Immunogenicity testing plays a pivotal role in the development of biologics, biosimilars, vaccines, and advanced therapies. Detecting anti-drug antibodies (ADAs) ensures that safety and efficacy risks are properly understood before products reach patients. Yet running a reliable program is not simple—assays must be sensitive enough to detect low-level responses, selective enough to avoid false positives, and robust under real-world conditions. The sections below outline the most common challenges faced in immunogenicity testing methods and explain why solving them is critical for regulatory success and patient safety.
The Main Challenges in Immunogenicity Testing
While ADA testing follows a structured tiered approach (screening → confirmatory → characterization), each step brings technical, biological, and regulatory hurdles.
Drug interference masking ADA signals.
One of the biggest issues is excess circulating drug in patient samples. High drug concentrations form immune complexes with ADAs, preventing detection and leading to false negatives. To counter this, methods such as acid dissociation, affinity capture extraction (ACE), or bead-based extraction are used, but each must be validated for sensitivity and reproducibility. Selecting the right strategy becomes even more crucial for high-dose or long half-life biologics.

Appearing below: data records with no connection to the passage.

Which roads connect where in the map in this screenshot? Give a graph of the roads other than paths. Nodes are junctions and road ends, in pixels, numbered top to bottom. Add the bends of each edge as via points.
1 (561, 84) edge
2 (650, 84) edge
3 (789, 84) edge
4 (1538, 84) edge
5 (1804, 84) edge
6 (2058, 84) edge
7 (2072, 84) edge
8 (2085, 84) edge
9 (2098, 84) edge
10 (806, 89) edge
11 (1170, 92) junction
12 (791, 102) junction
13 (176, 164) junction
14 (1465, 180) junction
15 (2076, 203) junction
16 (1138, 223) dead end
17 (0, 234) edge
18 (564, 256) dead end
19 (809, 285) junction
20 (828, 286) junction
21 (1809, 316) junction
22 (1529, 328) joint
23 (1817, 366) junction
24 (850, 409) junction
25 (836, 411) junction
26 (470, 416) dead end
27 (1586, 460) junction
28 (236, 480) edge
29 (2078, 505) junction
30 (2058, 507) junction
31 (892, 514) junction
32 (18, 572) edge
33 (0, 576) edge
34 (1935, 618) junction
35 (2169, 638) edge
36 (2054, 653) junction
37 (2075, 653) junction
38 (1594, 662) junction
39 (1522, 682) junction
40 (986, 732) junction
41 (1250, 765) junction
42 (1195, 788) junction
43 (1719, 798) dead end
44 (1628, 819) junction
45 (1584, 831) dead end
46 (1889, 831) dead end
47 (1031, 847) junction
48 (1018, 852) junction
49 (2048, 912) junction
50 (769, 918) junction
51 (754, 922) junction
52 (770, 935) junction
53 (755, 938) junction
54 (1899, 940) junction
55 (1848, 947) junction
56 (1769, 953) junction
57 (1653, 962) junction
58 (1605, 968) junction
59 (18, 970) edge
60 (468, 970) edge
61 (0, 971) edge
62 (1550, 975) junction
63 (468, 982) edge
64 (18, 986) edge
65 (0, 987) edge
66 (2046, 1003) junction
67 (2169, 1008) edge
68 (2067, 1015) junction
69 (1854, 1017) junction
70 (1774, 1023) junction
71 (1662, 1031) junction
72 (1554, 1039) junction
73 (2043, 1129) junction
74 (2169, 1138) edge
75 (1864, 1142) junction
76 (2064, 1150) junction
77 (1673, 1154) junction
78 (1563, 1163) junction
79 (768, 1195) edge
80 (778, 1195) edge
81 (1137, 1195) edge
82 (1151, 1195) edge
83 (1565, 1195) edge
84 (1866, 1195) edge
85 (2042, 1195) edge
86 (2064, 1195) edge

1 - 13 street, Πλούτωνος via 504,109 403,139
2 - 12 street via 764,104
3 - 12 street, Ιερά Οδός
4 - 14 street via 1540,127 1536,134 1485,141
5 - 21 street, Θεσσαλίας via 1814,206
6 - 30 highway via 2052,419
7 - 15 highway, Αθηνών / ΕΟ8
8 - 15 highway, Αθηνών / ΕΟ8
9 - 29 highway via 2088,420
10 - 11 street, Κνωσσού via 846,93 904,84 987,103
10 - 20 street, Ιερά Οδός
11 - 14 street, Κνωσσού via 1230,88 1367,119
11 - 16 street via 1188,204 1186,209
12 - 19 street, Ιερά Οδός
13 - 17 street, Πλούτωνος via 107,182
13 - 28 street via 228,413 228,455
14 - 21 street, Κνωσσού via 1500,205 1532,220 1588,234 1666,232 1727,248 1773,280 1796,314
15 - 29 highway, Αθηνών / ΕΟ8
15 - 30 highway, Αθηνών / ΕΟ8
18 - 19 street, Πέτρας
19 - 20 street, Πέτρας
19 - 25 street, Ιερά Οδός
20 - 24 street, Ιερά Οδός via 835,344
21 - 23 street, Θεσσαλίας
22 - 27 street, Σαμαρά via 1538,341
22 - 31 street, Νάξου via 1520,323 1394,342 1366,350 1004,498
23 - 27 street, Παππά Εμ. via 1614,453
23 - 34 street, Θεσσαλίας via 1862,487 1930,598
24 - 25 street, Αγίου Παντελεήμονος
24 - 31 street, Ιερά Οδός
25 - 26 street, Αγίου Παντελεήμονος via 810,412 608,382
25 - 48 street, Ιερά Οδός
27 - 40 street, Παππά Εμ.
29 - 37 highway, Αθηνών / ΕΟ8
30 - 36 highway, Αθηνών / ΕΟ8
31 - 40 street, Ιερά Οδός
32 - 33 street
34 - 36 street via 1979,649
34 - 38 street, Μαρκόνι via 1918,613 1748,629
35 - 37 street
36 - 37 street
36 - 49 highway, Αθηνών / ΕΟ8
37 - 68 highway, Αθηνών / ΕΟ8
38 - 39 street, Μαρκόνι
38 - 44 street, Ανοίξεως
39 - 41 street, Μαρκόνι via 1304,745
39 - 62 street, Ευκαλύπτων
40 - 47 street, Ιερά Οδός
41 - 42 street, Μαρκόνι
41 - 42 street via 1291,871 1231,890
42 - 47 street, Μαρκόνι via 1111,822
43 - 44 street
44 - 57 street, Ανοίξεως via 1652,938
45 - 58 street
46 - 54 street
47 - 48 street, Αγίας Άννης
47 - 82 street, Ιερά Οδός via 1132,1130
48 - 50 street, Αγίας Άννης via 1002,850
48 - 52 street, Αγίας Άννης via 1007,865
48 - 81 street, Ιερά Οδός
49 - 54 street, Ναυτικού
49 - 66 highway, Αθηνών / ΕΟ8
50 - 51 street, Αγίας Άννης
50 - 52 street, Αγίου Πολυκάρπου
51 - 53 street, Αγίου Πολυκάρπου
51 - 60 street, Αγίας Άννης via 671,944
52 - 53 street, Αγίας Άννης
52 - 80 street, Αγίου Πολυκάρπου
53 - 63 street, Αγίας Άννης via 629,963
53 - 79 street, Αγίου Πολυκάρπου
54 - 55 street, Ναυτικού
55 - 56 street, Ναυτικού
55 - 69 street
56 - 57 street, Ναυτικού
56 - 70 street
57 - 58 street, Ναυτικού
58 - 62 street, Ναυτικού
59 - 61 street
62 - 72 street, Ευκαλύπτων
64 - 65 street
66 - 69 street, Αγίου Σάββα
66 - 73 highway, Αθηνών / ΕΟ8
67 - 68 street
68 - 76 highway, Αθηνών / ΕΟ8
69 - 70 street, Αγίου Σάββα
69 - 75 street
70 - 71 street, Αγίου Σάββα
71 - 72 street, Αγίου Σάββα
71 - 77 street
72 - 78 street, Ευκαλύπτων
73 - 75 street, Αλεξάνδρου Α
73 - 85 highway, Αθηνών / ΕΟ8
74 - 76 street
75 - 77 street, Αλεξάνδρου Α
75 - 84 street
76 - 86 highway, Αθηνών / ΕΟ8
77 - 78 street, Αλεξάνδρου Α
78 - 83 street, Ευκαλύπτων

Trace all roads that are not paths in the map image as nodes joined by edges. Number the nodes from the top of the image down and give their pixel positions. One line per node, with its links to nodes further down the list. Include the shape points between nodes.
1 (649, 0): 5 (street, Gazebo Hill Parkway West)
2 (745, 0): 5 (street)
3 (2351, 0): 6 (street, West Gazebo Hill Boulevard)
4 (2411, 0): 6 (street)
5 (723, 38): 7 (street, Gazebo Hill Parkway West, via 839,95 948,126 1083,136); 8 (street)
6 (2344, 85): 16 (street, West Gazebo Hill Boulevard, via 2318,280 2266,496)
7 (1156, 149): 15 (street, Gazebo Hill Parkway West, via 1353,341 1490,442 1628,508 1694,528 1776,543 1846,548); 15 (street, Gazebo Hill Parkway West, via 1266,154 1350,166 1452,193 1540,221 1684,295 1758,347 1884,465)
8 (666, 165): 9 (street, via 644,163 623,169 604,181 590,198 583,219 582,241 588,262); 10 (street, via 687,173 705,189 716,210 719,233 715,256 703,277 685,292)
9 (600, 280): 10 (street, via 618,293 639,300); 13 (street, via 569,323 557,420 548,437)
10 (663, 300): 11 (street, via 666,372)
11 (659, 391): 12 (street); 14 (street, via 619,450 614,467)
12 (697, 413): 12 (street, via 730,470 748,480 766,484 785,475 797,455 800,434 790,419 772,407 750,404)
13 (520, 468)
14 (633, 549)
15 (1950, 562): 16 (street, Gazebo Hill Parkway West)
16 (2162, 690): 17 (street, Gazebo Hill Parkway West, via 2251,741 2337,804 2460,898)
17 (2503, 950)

Choosing appropriate positive controls.
The performance of an ADA assay is directly tied to the positive control antibody used during validation. Ideally, this control reflects the therapeutic’s immunogenic profile, but often only surrogate polyclonal antibodies from immunized animals are available. These may not perfectly mimic patient responses, making it difficult to set cut-points and drug tolerance levels that truly reflect clinical risk. Careful characterization of positive controls is therefore essential.
Managing false positives from matrix interference.
Patient samples contain heterophile antibodies, rheumatoid factors, and other interfering substances that can generate non-specific binding. In bridging assays, soluble targets or multimers may also cause false-positive signals. Mitigation requires matrix testing across diverse donors, interference studies with common co-medications, and sometimes the use of target-blocking antibodies. Without these steps, assays risk over-reporting ADA incidence.
Balancing sensitivity and drug tolerance.
Assays must be sensitive enough to detect very low ADA levels while also tolerating the presence of circulating drug. Enhancing one often compromises the other: high sensitivity can increase susceptibility to false positives, while strong drug tolerance may reduce signal. Validating methods across multiple concentrations of both drug and ADA is necessary to find the optimal balance.
Neutralizing antibody (NAb) detection complexities.
Binding antibodies do not always neutralize drug activity. NAb assays—especially cell-based ones—are required to demonstrate functional impact. However, these assays are complex, variable, and often require specialized cell systems that mimic the drug’s mechanism of action. Competitive ligand-binding assays provide alternatives but may lack physiological relevance. Achieving consistency across NAb methods remains a major challenge.
Regulatory compliance and global differences.
Guidelines from the FDA, EMA, and NMPA all endorse a tiered approach but differ in detail. For example, NMPA requires cytokine-release testing for immune-cell–targeting therapies, while FDA/EMA place less emphasis on this. Designing validation plans that satisfy all regulators while remaining efficient is a constant challenge for global development programs.
Integration with DMPK and clinical data.
ADA results cannot be interpreted in isolation. They must be linked to pharmacokinetics, efficacy, and safety data to understand clinical consequences. Unexpected clearance changes, reduced drug exposure, or hypersensitivity reactions may all point to ADA involvement. Integrating immunogenicity testing with DMPK bioanalysis ensures a more complete understanding of drug behavior.
Conclusion
Immunogenicity testing is complex because it demands sensitivity, selectivity, and real-world robustness in equal measure. Challenges range from drug interference and positive control selection to managing false signals and validating neutralizing antibody assays. Regulatory requirements add another layer of complexity, especially in global programs. By integrating ADA data with DMPK and clinical outcomes, developers gain a clearer picture of true patient risk. Overcoming these hurdles ensures immunogenicity testing not only meets compliance standards but also guides safer, more effective therapies.